#6 AutoPersist: An Easy-To-Use Java NVM Framework Based on Reachability

16 Jun 2021

Link https://dl.acm.org/doi/10.1145/3314221.3314608
Year PLDI 2019

Details

This paper presents AutoPersist, a Java NVM programming interface aimed to minimize programmer burden. Existing NVM programming interfaces such as PMDK require programmers to identify and label all persisten objects, such as shown in Figure 1. (As an aside, I don’t believe the code shown in Figure 1 is crash consistent, because there is no SFENCE between the two CLWBs.) The authors argue that this approach is susceptible to correctness bugs and reduced performance, as it is easy for programmers to mislabel the persistent objects. AutoPersist only require user to identify durable root, the entry pointers to persistent data structures. The framework then automatically ensures that all objects reachable from the durable root are automatically stored and updated to the NVM.

Figure 1: Example NVM programming interface [1].

Since the last time I wrote Java code was in first year undergrad, let us do a quick review of Java. Different from languages such as C, Java utilizes Java Virtual Machine (JVM) as its runtime engine to run Java applications. Recall that in general (since a quick search reveals that different people define this term differently), runtime refers to code that provide the environment for programs to run. Thus, Java applications are compiler once run anywhere. In addition, Java is a managed language, meaning that is runs on a virtual environment (source from Internet). We do not have to dig too much into this, as the key thing to note is that Java manages your memories for you via the garbage collector (GC). The GC does this by continuously identifying and eliminating unused memory.
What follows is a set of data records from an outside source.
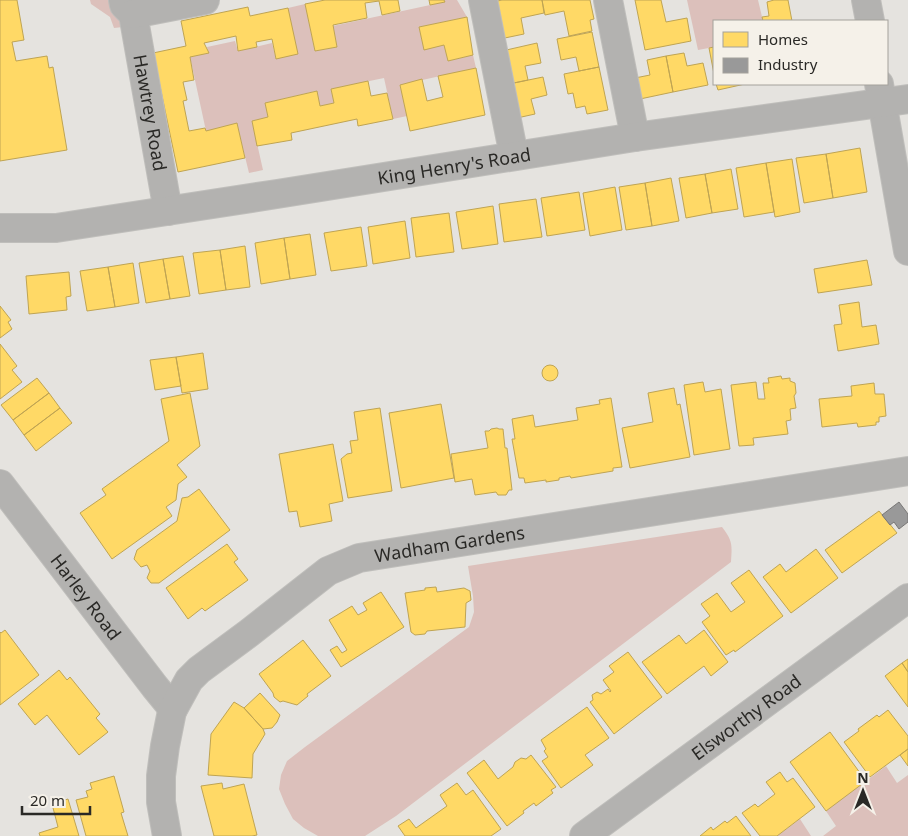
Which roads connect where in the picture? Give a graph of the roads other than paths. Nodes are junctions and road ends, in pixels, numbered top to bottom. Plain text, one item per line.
1 (205, 0) edge
2 (483, 0) edge
3 (608, 0) edge
4 (866, 0) edge
5 (128, 7) edge
6 (870, 20) edge
7 (890, 95) edge
8 (635, 137) junction
9 (514, 156) junction
10 (168, 211) junction
11 (0, 228) edge
12 (908, 251) edge
13 (908, 471) edge
14 (0, 484) edge
15 (908, 598) edge
16 (173, 709) junction
17 (167, 836) edge
18 (584, 836) edge

1 - 5 street, Hawtrey Road
2 - 9 street
3 - 8 street
4 - 6 street
5 - 10 street, Hawtrey Road
7 - 8 street, King Henry's Road
7 - 12 street
8 - 9 street, King Henry's Road
9 - 10 street, King Henry's Road
10 - 11 street, King Henry's Road
13 - 16 street, Wadham Gardens
14 - 16 street, Harley Road
15 - 18 street, Elsworthy Road
16 - 17 street, Wadham Gardens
AutoPersist utilizes the Java GC to dynamically track objects and deciding whether they should be persisted or not. An example AutoPersist behavior is shown in Figure 2. In this example, since Nodes C and E are reachable via the durable root, they are moved to NVM from DRAM by AutoPersist.
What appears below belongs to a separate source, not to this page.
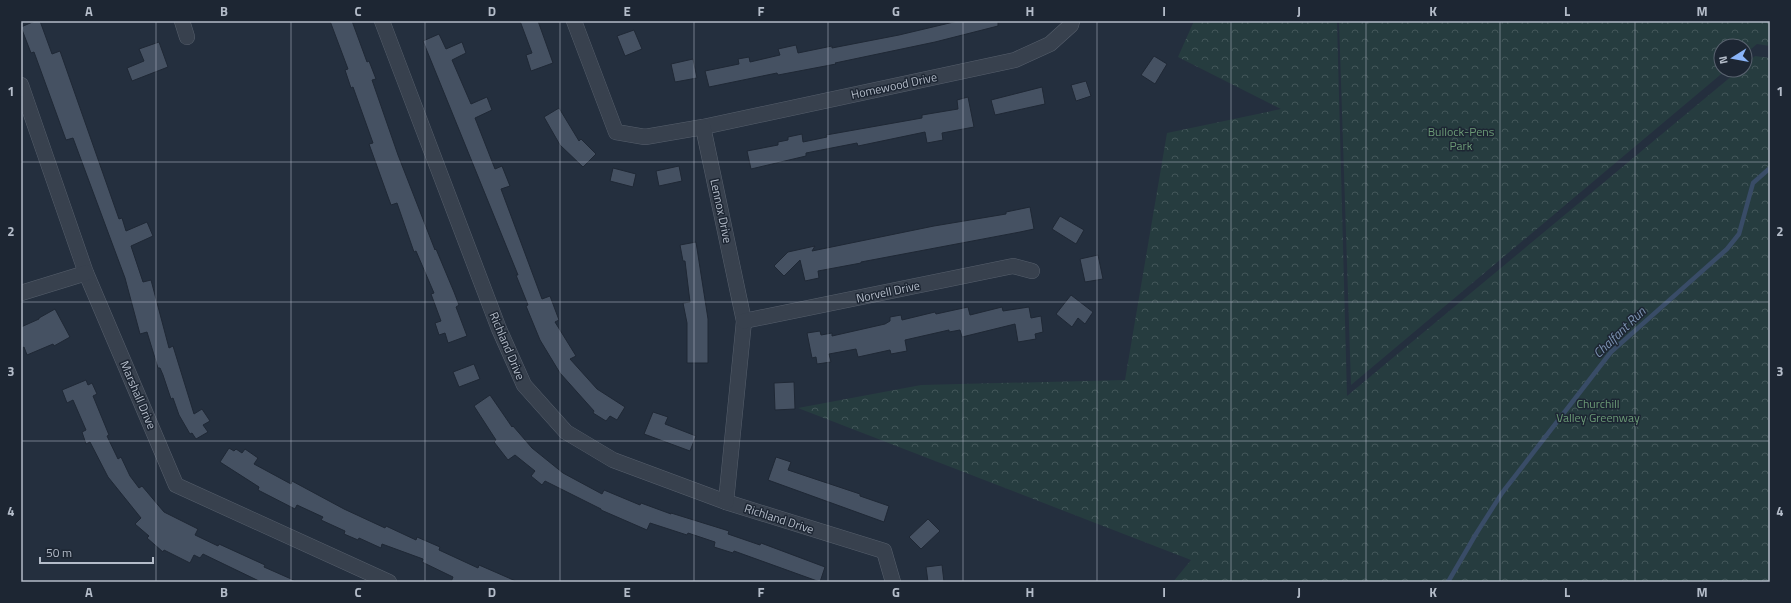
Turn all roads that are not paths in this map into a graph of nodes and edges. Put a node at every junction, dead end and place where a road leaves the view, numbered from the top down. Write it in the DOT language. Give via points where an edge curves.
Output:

Figure 2: Example AutoPersist behavior [1].

To support failure atomic regions (blocks of code that either happen or don’t), AutoPersist requires programmers to label the start and end of the region. Persists inside failure atomic regions follow epoch persistency, while persists outside follow sequential persistency (I believe PMDK does the same).

Sections 5, 6, and 7 discuss the project’s implementation and optimization details, which I will skip for the moment.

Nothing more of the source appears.